5.2 F-Engine RFSoC Hardware and Capabilities
The first stage of the ALPACA back end digital processing system is called an "F-engine." The F-engine includes digitizers, first stage oversampled polyphase filterbank channelizer, packetizer, and 100GbE data transport.
The F-engine is implemented using the Xilinx ZCU216 board with a 3rd generation Zynq UltraScale+ RFSoC. Two of these RFSoC boards have been purchased and are being used at BYU for firmware development. Orders have been placed for the remaining 12 (including 2 spare).
A high-level block diagram of the RFSoC package is shown in the below figure.
The RFSoC integrates programmable logic (FPGA fabric) with the Zynq ARM (A53) processor, high speed serial transceivers, and the RF Data Converters (RFDC) which is a hardened IP core implementing all RF functionality.
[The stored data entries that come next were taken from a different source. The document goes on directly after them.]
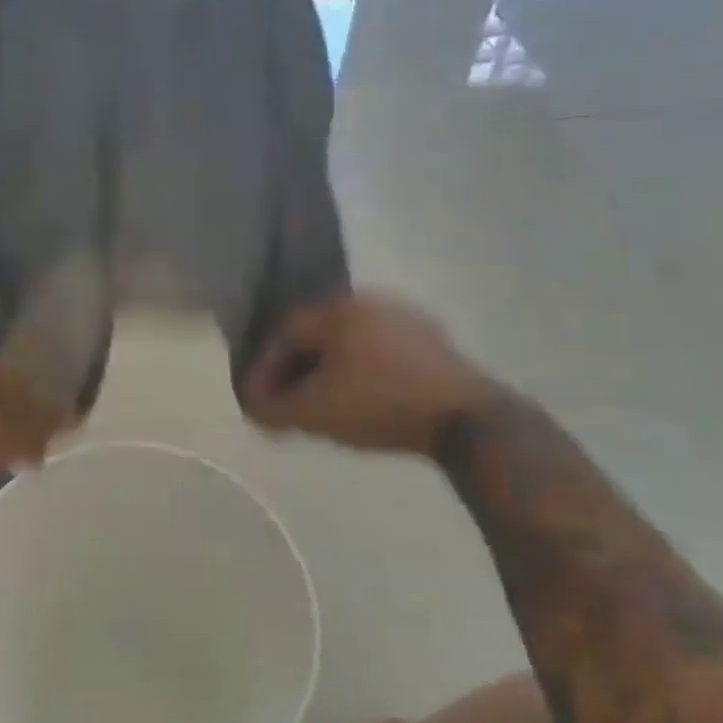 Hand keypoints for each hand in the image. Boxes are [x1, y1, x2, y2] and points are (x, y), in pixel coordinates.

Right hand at [241, 293, 496, 453]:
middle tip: (285, 405)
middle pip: (317, 336)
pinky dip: (359, 376)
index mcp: (339, 308)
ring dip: (326, 375)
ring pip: (349, 346)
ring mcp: (408, 319)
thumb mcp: (314, 412)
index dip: (264, 369)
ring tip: (319, 407)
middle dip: (295, 373)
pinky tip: (359, 403)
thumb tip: (254, 409)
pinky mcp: (434, 343)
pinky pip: (379, 355)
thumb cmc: (380, 404)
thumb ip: (273, 409)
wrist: (467, 420)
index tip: (257, 402)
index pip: (285, 332)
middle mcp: (372, 301) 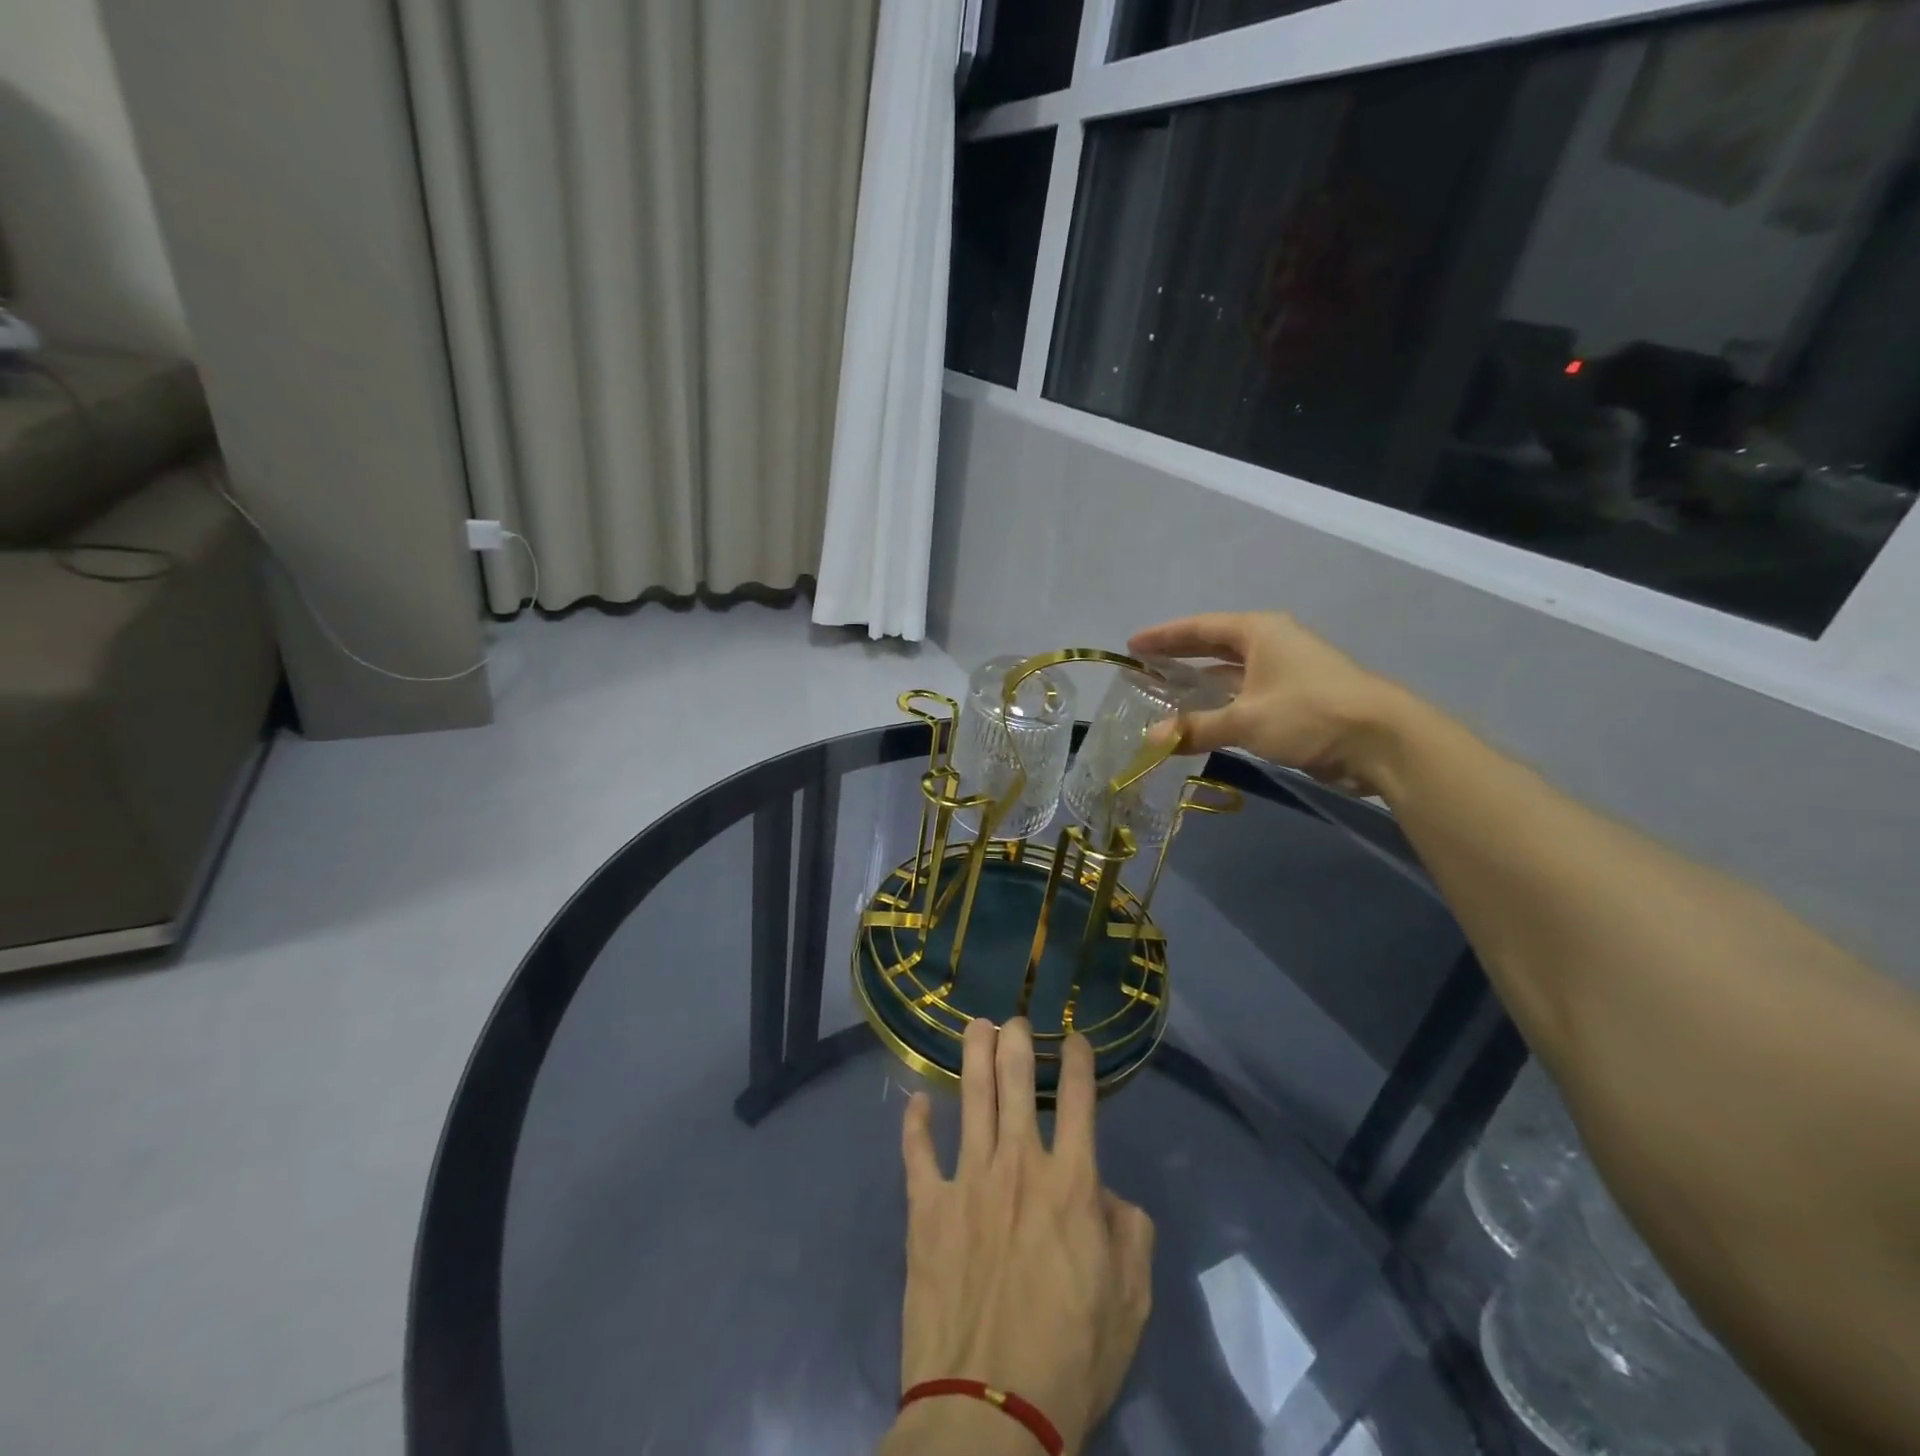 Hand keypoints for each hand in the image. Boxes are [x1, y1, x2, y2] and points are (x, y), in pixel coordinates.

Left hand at [883, 1019, 1154, 1455]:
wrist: (989, 1412)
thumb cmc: (1070, 1358)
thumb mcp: (1130, 1301)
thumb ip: (1130, 1233)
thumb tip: (1107, 1194)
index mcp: (1071, 1184)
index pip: (1079, 1101)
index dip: (1079, 1060)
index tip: (1075, 1037)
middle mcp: (1018, 1165)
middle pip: (1016, 1082)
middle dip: (1016, 1041)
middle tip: (1013, 1019)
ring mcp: (967, 1181)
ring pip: (970, 1099)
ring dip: (973, 1056)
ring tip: (974, 1026)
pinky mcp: (926, 1208)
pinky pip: (917, 1153)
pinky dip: (914, 1124)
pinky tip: (914, 1101)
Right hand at [1129, 611, 1399, 794]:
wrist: (1381, 740)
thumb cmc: (1308, 713)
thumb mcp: (1245, 720)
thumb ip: (1195, 727)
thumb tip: (1150, 740)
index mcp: (1259, 632)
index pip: (1200, 628)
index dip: (1164, 637)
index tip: (1132, 645)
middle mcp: (1273, 643)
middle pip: (1215, 645)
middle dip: (1181, 655)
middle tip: (1146, 665)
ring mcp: (1288, 670)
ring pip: (1233, 672)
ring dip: (1202, 683)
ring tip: (1167, 692)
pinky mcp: (1299, 698)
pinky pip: (1247, 694)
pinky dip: (1223, 703)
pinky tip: (1204, 718) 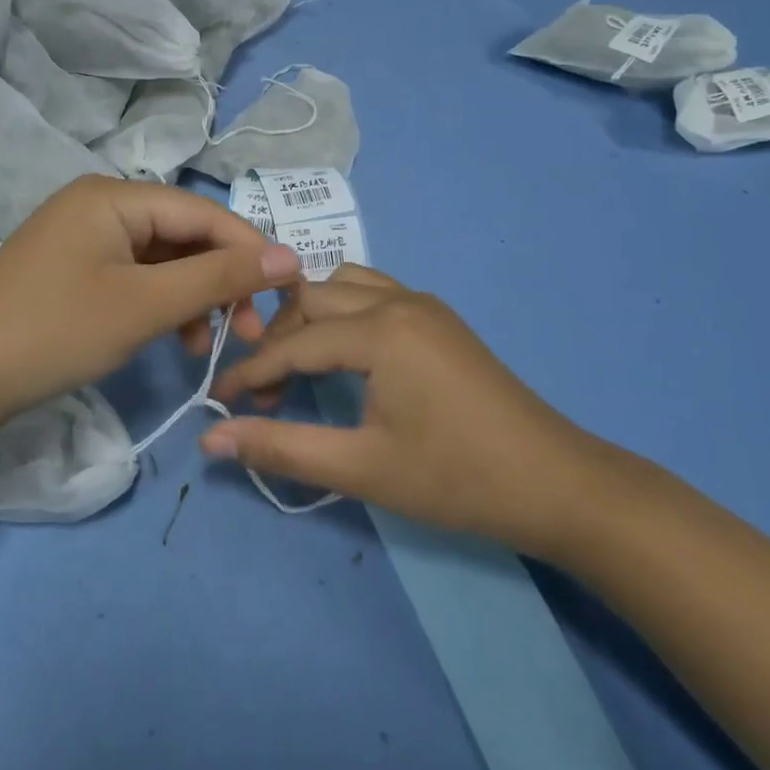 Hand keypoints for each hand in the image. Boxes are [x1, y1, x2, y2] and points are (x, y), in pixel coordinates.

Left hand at [0, 177, 300, 434]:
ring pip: (160, 261)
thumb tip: (290, 255)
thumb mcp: (147, 305)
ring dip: (192, 299)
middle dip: (220, 281)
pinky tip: (173, 340)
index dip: (250, 249)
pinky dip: (159, 306)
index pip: (203, 212)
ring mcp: (80, 238)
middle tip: (249, 331)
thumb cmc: (57, 331)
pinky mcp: (70, 271)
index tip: (288, 291)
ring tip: (209, 346)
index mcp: (114, 196)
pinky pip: (132, 278)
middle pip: (182, 235)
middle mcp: (98, 205)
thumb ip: (220, 277)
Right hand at [205, 265, 611, 557]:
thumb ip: (283, 448)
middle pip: (312, 297)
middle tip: (265, 393)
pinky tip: (344, 356)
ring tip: (299, 367)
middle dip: (278, 339)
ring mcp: (424, 304)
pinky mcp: (439, 319)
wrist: (557, 483)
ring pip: (344, 286)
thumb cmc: (457, 479)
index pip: (294, 342)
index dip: (251, 373)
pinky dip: (344, 315)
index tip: (218, 402)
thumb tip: (211, 439)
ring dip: (311, 318)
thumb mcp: (363, 468)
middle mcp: (399, 300)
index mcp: (381, 329)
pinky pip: (374, 294) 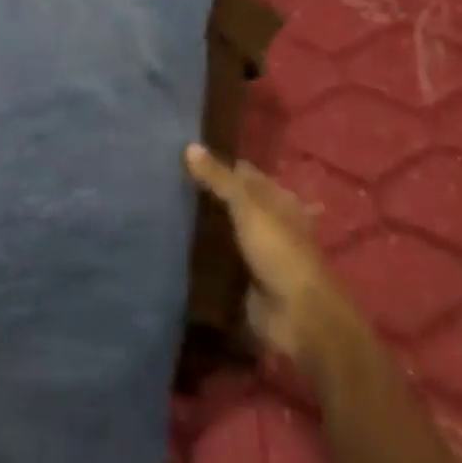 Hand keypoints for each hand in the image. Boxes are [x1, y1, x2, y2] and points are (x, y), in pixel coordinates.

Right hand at [185, 144, 359, 374]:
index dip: (220, 162)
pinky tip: (176, 244)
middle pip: (235, 201)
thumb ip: (220, 179)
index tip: (184, 155)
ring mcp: (258, 252)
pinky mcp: (245, 278)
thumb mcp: (248, 207)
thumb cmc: (280, 252)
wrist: (298, 316)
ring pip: (225, 229)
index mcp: (278, 200)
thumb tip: (189, 146)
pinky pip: (219, 259)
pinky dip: (202, 252)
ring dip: (203, 224)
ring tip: (163, 207)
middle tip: (166, 181)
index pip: (245, 173)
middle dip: (208, 194)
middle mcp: (270, 222) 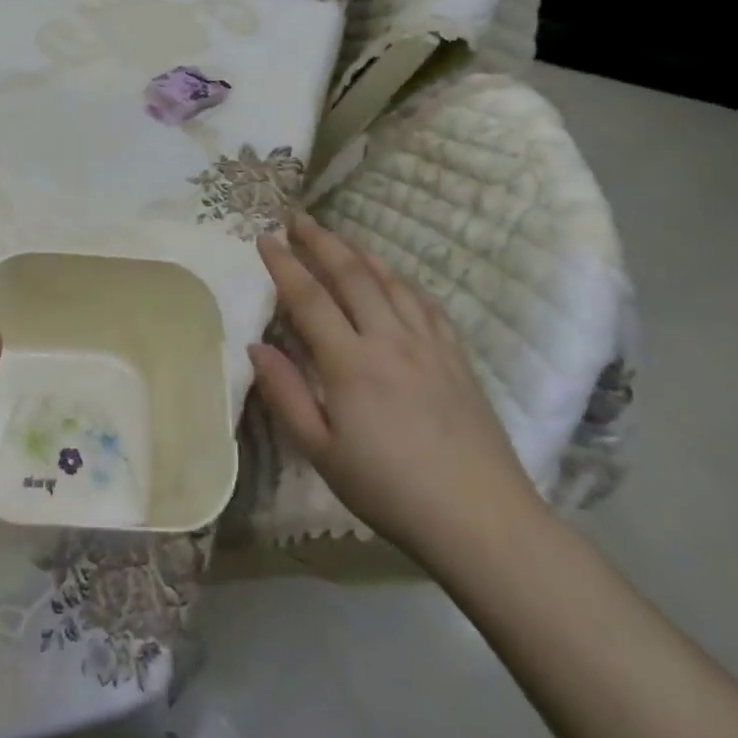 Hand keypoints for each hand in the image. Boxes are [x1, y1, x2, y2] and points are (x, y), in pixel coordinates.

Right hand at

The RFDC groups together multi-gigasample per second analog to digital converters (ADCs) and digital to analog converters (DACs) capable of direct RF sampling up to 6 GHz or synthesis up to 9.85 GHz, respectively. Additionally, these cores include digital down and up converters respectively, a mixer capable of a fixed coarse setting or fine frequency tuning by a numerically controlled oscillator (NCO), and interpolation and decimation filters. A block diagram of the analog signal path for the ADCs is shown in the following figure.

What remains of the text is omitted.